Pierwsze decyzje J.Bidena.
Nowy prezydent USA obiera kurs przeciwny do D.Trumpa. J.Biden podpisał pierwsze rozporządzenia, z któych wynika, że Stany Zjednoczone wrócą do WHO i paryskiego porozumienia klimatycznego. Wujek Joe wtrzymał też finansowanie budowy muru na granicy z Meksykiem, a także zawiesił na 100 dni deportację nielegalnych imigrantów (niektóre stany - np. Texas próbują to zablokować). W planach są kolejne pomysły, które uczynią Amerykę krainą dolarem i inflacją płynącą; m.in. czeki na 1400 $ czy 300 $ na dziecko, które rzekomo mają rozruszać gospodarkę po p(l)andemii.
Koniec kobiecego sportu?
Kolejną kontrowersyjną(?) decyzją jest podpisanie dekretu mającego na celu walkę z dyskryminacją. I tak oto płeć stanie się wartością umowną, bo będzie zależała od tego ... "kim się czujesz". Ma to dość poważne konsekwencje. Np. w szkołach chłopcy uważający się za dziewczyny będą mogli korzystać z damskich toalet czy szatni na w-f. Nie trudno się domyślić, że zwłaszcza dojrzewająca młodzież może udawać "nową płeć" tylko po to, aby przebywać w towarzystwie roznegliżowanych koleżanek przebierających się przed zajęciami sportowymi. Czy ktoś pomyślał, że mogą one czuć się niekomfortowo w takiej sytuacji?

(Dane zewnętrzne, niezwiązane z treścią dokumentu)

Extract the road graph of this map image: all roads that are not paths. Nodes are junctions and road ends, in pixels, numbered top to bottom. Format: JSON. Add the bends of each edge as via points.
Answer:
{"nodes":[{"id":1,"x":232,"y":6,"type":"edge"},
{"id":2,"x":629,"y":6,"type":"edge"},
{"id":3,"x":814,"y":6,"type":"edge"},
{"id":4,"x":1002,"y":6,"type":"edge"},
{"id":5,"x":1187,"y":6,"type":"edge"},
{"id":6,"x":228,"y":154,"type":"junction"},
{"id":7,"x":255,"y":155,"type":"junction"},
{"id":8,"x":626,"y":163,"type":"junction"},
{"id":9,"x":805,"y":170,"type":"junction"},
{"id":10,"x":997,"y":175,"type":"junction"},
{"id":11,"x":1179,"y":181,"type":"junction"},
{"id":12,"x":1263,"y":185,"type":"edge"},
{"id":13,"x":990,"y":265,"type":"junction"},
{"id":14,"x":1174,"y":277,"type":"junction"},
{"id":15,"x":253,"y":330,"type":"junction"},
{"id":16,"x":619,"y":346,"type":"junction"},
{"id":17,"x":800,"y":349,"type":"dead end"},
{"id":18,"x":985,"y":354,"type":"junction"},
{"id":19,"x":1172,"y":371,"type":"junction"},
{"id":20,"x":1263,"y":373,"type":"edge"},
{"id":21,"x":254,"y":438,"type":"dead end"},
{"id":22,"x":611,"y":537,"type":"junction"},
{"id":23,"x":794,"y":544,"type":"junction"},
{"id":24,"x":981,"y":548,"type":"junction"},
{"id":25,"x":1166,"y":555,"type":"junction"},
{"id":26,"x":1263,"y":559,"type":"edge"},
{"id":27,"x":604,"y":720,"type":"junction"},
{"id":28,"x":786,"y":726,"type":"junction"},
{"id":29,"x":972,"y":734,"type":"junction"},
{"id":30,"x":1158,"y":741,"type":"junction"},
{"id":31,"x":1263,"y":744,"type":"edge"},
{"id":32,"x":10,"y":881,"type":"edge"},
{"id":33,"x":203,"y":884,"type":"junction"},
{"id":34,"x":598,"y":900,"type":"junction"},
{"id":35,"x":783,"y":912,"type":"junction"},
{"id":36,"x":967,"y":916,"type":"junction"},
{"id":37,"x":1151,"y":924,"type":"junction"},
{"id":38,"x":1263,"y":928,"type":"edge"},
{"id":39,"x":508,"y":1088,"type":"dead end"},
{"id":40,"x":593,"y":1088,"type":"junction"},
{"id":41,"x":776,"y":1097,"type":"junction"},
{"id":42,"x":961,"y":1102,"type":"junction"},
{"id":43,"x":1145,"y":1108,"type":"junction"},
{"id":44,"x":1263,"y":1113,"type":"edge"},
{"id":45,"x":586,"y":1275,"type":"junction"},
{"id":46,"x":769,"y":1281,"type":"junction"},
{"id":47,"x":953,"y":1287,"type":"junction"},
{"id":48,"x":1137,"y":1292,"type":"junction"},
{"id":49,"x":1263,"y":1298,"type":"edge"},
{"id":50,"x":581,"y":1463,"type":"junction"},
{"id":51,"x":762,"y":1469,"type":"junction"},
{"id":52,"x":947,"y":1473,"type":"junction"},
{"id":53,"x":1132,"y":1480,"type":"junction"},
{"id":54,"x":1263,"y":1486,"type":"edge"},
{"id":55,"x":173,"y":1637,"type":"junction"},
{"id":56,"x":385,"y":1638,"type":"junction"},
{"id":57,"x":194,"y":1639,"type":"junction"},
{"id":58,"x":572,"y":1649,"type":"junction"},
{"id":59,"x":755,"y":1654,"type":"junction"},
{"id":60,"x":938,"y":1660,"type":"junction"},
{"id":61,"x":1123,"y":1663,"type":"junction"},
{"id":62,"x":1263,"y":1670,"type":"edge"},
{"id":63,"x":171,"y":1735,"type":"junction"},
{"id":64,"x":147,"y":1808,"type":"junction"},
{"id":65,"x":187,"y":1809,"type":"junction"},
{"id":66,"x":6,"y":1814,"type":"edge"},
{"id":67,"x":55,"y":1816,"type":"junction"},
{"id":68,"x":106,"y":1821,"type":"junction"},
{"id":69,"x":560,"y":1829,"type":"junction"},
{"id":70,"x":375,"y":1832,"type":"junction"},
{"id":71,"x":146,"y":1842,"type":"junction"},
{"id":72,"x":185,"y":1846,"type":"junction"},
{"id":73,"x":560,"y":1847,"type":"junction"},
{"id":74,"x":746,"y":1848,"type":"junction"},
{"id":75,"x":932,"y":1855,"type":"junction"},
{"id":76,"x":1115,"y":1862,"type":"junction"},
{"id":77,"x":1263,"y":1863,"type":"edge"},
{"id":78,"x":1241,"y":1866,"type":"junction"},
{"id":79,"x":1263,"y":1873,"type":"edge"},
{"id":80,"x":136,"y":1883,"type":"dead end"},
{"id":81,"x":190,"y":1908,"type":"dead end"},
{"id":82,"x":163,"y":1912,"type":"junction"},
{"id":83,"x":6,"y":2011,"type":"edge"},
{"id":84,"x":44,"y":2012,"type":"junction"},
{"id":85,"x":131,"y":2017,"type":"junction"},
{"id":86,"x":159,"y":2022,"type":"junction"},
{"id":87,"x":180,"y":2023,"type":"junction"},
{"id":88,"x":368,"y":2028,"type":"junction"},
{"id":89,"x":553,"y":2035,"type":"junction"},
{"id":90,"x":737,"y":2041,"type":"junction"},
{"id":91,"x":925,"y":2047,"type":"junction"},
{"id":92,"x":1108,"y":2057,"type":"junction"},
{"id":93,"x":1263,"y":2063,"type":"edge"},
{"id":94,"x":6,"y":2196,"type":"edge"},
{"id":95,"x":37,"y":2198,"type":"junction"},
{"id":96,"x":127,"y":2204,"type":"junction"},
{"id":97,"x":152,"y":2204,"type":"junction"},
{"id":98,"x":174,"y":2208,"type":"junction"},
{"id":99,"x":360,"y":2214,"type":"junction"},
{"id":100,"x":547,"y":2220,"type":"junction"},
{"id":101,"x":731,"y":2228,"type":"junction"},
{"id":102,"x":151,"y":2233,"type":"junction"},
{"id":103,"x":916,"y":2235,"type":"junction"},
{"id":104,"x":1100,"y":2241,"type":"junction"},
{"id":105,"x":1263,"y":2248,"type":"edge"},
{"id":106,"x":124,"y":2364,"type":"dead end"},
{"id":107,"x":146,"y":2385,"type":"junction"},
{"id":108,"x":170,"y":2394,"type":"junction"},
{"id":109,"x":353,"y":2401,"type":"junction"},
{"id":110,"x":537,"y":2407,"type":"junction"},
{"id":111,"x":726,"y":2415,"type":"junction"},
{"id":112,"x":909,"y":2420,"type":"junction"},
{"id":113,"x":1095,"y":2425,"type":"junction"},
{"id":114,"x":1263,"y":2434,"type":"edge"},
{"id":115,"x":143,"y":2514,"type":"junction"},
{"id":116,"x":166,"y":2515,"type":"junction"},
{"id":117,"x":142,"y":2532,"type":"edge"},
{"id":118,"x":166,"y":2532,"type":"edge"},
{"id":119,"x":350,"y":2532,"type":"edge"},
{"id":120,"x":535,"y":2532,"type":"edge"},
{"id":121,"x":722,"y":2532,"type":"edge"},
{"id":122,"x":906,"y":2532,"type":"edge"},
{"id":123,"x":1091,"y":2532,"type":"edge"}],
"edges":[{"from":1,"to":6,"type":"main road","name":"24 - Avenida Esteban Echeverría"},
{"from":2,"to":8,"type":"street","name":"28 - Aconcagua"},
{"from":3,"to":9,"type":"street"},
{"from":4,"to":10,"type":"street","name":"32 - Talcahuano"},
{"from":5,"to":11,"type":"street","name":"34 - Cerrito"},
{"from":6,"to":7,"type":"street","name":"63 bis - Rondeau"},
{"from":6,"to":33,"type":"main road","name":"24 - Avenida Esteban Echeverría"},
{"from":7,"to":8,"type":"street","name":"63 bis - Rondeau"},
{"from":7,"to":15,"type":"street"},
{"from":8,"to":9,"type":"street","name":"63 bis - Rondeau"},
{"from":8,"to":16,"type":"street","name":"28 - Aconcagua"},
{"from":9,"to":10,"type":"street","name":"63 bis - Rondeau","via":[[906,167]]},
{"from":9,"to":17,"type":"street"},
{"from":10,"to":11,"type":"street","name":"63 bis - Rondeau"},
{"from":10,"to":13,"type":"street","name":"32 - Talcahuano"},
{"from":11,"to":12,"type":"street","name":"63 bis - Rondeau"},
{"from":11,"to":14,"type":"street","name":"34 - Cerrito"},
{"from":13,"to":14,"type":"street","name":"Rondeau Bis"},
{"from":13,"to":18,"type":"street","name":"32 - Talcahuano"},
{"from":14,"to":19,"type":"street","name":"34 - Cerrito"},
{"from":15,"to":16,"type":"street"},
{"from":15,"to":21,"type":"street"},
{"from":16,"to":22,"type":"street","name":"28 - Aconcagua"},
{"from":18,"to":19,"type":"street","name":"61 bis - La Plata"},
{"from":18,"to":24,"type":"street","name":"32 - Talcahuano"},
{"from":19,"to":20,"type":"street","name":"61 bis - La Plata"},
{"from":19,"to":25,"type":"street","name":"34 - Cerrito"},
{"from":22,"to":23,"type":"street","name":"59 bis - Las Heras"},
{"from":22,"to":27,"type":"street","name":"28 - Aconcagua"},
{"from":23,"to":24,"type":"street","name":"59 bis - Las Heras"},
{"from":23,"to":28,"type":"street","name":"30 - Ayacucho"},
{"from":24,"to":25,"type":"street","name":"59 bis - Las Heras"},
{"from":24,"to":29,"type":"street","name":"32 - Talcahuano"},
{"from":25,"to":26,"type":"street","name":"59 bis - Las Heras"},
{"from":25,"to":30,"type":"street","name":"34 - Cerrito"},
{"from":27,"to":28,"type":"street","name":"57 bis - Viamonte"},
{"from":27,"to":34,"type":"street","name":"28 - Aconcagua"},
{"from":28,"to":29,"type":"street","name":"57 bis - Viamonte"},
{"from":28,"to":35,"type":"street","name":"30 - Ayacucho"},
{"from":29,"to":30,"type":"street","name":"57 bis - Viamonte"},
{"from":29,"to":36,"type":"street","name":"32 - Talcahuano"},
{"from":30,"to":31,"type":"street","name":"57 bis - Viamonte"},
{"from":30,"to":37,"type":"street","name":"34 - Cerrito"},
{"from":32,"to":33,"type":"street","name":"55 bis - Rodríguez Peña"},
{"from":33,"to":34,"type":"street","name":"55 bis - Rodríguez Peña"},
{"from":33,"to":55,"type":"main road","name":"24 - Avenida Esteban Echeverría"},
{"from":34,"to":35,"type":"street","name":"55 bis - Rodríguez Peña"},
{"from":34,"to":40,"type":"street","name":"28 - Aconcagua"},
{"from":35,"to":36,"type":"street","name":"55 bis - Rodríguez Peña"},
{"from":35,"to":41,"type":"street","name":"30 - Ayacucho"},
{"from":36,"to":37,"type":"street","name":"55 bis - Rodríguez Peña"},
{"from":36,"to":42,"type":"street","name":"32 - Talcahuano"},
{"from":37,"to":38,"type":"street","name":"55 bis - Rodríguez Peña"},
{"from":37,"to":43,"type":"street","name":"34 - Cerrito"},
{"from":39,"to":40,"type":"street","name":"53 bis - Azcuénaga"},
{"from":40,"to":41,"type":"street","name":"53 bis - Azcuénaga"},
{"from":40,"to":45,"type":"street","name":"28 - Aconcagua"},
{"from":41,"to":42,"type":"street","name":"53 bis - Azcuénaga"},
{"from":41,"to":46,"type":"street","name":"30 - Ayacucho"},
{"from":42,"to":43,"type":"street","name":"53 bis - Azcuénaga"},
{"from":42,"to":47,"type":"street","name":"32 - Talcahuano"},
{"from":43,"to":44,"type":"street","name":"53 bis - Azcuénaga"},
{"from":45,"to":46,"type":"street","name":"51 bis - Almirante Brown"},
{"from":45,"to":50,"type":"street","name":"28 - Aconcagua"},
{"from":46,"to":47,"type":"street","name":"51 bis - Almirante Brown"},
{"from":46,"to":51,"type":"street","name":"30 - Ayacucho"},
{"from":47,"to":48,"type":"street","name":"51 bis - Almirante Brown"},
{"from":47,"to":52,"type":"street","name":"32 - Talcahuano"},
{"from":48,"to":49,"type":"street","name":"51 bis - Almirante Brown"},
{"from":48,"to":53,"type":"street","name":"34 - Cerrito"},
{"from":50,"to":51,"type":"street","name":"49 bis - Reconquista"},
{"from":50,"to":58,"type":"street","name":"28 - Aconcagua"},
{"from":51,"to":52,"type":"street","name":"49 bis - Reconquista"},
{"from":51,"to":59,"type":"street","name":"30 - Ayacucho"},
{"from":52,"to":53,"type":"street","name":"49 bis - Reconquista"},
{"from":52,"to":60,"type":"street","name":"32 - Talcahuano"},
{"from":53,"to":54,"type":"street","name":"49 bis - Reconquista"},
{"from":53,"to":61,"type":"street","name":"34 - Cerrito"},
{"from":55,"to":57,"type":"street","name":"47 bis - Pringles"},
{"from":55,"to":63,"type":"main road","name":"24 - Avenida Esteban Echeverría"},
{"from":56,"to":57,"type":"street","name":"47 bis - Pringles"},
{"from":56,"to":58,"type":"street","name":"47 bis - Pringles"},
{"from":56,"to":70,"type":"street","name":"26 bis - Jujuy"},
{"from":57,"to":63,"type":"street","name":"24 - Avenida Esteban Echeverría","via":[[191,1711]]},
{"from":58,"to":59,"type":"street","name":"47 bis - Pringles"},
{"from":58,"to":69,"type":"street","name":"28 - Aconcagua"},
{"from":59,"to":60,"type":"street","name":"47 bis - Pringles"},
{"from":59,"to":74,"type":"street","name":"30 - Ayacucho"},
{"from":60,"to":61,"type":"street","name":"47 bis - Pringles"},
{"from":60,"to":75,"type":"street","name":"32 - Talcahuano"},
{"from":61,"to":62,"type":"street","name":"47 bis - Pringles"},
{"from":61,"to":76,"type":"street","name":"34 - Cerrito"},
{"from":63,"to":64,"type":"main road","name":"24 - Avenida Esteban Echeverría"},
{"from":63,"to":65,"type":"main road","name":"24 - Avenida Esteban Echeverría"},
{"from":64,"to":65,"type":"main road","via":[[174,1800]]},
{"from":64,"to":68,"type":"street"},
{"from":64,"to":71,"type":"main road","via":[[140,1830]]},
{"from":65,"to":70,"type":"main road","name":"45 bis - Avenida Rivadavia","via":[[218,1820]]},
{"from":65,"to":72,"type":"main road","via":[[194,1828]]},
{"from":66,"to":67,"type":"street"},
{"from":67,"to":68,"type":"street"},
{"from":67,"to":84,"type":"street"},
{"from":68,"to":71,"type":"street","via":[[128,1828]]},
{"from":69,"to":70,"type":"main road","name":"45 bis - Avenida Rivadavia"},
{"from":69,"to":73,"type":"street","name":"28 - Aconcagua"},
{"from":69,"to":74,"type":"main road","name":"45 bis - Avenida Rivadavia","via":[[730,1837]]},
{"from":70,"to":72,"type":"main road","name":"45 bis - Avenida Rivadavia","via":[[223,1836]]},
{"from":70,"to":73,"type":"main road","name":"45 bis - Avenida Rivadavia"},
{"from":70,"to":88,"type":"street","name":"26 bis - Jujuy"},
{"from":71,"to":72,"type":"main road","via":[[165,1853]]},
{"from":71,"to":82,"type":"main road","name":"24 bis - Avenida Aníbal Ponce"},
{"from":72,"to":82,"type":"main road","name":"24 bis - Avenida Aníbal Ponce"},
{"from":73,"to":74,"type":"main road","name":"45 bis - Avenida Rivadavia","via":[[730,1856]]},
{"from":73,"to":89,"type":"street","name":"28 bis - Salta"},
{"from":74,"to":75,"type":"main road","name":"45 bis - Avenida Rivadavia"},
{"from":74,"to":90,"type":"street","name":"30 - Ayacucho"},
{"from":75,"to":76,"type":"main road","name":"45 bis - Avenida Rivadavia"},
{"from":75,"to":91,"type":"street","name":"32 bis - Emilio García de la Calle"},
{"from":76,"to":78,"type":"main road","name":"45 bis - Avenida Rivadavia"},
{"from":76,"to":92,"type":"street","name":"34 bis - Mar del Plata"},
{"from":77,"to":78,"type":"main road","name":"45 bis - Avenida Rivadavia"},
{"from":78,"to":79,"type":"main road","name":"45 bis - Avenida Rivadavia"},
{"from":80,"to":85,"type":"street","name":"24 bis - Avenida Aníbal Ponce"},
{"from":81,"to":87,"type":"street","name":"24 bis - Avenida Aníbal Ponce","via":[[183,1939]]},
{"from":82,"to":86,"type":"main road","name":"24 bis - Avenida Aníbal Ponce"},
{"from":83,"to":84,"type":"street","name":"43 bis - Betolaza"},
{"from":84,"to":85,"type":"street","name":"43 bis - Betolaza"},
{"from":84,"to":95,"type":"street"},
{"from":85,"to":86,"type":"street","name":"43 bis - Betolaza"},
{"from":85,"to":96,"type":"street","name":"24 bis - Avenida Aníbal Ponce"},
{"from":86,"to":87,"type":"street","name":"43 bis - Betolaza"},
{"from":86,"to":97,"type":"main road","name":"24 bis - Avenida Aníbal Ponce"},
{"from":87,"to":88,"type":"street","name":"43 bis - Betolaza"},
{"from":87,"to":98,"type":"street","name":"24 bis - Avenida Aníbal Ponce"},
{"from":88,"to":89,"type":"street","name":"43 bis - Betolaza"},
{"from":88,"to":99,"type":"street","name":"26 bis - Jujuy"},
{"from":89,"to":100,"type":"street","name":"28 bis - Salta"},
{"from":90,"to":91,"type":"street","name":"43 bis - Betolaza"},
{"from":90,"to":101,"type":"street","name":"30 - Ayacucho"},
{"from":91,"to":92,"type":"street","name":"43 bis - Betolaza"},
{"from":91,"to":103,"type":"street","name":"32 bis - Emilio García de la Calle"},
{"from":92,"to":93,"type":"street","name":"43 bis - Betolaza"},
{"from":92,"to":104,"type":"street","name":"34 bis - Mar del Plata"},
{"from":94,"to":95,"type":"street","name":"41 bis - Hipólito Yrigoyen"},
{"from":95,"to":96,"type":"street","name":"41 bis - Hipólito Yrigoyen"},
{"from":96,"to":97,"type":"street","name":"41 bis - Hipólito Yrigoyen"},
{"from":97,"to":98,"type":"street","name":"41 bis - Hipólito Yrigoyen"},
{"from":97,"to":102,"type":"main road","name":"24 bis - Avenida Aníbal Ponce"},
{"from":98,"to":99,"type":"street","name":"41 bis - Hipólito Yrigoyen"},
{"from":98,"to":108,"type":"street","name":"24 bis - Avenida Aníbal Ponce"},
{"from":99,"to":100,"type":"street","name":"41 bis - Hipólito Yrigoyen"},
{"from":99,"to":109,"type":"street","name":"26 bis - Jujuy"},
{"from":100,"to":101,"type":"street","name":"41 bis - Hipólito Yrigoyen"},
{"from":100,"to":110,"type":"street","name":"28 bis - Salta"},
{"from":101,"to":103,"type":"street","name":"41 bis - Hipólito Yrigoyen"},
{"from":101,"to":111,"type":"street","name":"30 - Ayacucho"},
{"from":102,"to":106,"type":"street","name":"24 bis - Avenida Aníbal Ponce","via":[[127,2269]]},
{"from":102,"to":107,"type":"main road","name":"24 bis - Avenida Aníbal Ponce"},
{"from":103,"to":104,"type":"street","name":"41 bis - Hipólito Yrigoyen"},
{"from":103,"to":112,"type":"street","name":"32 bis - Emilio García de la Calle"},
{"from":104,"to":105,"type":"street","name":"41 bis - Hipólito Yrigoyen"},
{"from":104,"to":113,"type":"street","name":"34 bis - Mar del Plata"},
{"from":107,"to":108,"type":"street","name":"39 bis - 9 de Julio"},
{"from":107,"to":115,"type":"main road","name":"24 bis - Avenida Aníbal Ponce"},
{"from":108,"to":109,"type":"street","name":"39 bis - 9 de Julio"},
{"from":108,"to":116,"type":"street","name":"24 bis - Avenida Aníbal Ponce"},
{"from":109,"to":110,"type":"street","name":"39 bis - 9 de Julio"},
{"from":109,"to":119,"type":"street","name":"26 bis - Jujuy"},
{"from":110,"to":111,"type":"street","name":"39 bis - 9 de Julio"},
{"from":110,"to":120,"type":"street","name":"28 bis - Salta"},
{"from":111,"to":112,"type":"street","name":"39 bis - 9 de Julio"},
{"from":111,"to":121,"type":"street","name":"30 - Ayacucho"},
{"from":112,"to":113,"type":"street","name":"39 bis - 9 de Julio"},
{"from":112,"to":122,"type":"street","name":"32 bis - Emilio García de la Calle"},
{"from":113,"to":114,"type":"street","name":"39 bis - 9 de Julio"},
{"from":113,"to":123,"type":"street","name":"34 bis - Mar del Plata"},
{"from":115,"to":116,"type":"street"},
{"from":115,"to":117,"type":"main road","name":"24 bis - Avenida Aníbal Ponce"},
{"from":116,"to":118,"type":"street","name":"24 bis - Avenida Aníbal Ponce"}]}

Kolejną kwestią jest sport, a mianowicie mężczyzna uważający się za kobietę będzie mógł startować w żeńskich zawodach. Jak łatwo się domyślić doprowadzi to do tego, że kobiety będą bez szans w starciu z silniejszymi "transgenderowymi" koleż(an)kami. Czy to początek końca kobiecego sportu?
Wiele osób uważa, że J.Biden to figurant.
Podpisałem dodruk dolara, nową wojnę, czyjąś egzekucję, dekret o 100 płciach, a może coś za co trafię pod trybunał stanu? Nieważne. Mam demencję i nie wiem co robię, ale jestem prezydentem USA.